(Stored data entries)
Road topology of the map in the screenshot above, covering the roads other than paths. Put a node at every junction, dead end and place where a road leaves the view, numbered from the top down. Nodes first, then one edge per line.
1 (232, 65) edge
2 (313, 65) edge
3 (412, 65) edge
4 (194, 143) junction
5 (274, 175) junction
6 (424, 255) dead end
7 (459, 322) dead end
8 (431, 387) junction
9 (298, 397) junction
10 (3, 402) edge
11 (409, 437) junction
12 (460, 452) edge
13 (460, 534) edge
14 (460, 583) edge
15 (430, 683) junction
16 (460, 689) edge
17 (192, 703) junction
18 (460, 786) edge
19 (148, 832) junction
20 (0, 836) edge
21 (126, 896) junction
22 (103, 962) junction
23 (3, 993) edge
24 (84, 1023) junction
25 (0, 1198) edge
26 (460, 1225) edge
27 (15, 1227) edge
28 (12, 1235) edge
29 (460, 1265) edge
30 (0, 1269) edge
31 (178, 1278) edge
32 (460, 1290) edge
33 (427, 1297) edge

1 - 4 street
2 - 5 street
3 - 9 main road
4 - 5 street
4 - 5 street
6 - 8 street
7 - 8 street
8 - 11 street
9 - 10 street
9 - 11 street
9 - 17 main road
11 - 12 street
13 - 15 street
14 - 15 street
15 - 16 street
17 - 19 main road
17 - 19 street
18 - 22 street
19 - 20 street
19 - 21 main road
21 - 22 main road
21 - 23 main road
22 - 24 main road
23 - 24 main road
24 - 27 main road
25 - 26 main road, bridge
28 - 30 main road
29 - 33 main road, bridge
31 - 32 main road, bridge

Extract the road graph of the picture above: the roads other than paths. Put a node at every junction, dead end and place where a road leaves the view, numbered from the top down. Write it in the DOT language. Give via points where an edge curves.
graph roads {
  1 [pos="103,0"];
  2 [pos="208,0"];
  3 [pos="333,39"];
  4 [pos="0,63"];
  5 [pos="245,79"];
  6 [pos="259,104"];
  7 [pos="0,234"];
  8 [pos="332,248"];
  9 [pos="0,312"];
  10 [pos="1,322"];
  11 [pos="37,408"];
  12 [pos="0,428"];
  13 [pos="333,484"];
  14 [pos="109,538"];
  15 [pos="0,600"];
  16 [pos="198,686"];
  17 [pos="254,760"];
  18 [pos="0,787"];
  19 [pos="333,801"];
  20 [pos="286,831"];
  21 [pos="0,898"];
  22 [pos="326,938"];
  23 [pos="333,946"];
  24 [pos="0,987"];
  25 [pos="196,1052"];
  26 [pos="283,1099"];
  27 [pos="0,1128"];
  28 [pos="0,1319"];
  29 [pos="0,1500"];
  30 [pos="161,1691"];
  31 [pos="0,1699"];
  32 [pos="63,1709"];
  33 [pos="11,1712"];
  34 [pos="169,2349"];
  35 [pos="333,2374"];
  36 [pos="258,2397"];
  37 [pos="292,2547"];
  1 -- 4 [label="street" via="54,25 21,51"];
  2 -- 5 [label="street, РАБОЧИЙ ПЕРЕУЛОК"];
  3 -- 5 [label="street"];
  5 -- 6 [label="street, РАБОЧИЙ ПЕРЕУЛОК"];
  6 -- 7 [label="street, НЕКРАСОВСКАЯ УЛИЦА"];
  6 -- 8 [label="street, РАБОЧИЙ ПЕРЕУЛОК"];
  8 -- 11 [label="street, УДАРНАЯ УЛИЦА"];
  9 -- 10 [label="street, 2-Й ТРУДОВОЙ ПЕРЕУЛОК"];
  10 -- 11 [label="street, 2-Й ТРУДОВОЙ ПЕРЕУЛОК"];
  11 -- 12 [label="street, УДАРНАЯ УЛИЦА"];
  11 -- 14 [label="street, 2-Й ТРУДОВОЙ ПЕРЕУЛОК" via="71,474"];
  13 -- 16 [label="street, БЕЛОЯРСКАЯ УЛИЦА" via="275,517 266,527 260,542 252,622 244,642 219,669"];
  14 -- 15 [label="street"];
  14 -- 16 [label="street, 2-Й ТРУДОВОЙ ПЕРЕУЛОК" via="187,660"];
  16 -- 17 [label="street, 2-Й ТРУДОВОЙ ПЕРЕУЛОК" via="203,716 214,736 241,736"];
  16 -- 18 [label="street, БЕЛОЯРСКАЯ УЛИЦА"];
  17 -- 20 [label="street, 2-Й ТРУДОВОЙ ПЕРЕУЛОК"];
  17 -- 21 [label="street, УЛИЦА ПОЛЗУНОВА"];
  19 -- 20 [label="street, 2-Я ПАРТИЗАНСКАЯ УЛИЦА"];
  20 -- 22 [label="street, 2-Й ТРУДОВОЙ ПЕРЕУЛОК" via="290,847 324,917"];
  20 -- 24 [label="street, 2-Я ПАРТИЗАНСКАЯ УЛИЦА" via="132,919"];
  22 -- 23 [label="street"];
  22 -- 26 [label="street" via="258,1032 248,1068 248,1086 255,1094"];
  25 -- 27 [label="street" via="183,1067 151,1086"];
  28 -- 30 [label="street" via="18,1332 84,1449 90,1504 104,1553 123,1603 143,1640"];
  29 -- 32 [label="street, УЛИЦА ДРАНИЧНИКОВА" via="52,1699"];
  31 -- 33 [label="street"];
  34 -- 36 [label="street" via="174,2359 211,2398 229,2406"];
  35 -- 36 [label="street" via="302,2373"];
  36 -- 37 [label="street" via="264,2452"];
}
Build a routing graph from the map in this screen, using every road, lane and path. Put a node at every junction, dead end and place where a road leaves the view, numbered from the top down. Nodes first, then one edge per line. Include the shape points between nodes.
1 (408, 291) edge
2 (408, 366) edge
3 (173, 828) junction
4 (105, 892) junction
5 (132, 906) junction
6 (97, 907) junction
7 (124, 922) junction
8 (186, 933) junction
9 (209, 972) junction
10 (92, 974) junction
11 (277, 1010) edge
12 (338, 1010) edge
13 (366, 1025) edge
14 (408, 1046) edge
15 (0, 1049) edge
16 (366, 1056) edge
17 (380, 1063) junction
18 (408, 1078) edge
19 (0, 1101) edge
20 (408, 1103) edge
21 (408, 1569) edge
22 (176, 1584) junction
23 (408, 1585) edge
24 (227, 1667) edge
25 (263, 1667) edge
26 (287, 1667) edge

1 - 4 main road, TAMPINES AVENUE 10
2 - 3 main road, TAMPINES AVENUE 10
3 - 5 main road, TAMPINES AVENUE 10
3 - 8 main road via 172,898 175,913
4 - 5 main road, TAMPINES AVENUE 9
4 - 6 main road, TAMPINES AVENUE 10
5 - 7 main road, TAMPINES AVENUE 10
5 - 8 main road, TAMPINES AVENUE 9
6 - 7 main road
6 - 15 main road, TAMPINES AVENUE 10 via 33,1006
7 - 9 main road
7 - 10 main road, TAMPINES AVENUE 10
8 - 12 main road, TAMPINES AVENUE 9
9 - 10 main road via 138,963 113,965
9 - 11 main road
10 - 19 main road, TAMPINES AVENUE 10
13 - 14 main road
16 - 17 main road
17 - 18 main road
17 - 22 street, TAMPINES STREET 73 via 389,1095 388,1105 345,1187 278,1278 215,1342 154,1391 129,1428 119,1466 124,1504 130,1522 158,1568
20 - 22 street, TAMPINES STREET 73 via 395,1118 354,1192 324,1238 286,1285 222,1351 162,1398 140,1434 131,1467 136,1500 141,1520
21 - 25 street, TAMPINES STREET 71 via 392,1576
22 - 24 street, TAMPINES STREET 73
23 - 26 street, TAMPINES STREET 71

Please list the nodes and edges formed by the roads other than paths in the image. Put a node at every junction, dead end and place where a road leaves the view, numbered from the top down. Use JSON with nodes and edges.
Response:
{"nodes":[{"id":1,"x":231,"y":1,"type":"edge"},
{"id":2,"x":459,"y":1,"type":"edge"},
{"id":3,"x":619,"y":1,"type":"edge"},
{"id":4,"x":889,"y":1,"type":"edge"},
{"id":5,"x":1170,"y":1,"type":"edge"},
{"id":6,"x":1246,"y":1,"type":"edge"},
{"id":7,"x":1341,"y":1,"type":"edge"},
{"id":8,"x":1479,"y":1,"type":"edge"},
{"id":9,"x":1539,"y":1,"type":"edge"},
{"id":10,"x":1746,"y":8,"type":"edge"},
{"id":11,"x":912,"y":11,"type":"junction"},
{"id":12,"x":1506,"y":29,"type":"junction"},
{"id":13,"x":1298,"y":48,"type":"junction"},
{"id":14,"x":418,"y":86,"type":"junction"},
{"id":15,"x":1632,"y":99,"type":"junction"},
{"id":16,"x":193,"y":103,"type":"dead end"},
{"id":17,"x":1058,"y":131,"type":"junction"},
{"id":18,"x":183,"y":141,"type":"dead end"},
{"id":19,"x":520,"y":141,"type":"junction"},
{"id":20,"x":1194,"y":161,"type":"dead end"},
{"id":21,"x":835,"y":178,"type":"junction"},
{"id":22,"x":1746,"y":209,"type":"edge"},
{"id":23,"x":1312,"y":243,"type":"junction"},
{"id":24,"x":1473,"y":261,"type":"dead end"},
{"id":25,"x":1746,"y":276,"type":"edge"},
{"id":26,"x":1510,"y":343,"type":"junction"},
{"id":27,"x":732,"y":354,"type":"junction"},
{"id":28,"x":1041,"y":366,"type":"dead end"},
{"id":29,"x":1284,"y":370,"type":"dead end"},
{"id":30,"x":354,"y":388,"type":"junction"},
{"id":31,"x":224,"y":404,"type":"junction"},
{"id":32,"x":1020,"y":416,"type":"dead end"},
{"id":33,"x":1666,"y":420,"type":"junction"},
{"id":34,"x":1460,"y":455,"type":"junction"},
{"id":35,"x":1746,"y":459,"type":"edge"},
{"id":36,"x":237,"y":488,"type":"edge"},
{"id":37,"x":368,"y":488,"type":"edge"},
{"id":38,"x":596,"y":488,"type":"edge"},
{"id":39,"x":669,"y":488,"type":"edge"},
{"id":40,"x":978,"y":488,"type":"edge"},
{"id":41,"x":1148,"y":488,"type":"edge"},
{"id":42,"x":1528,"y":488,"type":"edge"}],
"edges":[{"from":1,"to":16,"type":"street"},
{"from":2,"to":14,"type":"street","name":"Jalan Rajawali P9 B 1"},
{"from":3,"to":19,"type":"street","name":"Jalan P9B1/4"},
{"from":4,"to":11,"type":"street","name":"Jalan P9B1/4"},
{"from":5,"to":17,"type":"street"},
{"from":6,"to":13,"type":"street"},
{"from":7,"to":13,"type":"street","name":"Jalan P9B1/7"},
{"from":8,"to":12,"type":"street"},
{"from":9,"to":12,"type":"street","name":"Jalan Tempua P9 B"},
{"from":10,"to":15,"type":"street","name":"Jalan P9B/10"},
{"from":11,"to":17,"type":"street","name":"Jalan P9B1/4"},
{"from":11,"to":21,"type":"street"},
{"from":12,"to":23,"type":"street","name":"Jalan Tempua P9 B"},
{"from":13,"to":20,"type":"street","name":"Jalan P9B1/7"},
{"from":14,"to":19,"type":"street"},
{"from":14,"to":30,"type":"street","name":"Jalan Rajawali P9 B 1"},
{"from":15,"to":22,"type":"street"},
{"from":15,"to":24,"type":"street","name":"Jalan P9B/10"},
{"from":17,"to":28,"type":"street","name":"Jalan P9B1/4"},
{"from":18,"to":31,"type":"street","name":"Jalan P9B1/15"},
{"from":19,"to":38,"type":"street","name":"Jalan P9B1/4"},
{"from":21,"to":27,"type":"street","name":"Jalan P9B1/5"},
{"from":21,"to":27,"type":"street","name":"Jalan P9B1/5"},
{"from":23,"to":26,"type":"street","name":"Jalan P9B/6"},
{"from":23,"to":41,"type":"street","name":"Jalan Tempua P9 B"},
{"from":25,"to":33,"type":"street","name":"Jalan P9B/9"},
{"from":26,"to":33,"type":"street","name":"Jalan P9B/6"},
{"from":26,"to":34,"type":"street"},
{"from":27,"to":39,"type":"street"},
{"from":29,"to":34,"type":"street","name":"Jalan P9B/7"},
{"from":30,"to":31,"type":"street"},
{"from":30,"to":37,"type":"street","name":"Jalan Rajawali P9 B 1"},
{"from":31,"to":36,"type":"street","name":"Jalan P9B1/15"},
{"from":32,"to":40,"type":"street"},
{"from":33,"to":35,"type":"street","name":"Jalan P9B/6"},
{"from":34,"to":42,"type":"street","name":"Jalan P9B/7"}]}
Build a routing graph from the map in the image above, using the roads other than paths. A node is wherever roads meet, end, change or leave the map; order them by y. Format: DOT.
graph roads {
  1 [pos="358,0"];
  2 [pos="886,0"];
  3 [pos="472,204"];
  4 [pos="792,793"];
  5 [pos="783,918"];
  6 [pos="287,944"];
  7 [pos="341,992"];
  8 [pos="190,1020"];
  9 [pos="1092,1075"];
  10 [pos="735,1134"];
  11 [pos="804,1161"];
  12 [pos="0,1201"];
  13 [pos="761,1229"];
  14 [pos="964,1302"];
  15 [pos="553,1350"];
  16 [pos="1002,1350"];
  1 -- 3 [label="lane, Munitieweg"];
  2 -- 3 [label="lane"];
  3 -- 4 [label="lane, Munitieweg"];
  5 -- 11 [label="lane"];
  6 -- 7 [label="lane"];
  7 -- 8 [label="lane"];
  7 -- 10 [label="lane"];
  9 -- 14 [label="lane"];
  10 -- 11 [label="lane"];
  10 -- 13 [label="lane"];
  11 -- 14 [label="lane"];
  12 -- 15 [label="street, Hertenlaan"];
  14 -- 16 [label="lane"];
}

▸ PROBLEM STATEMENT
Working through the data above, find every line holding "УДАРНАЯ" and copy it.

▸ FINISHED EXERCISE
  8 -- 11 [label="street, УДАРНАЯ УЛИЦА"];
  11 -- 12 [label="street, УДАРНАЯ УЛИЦА"];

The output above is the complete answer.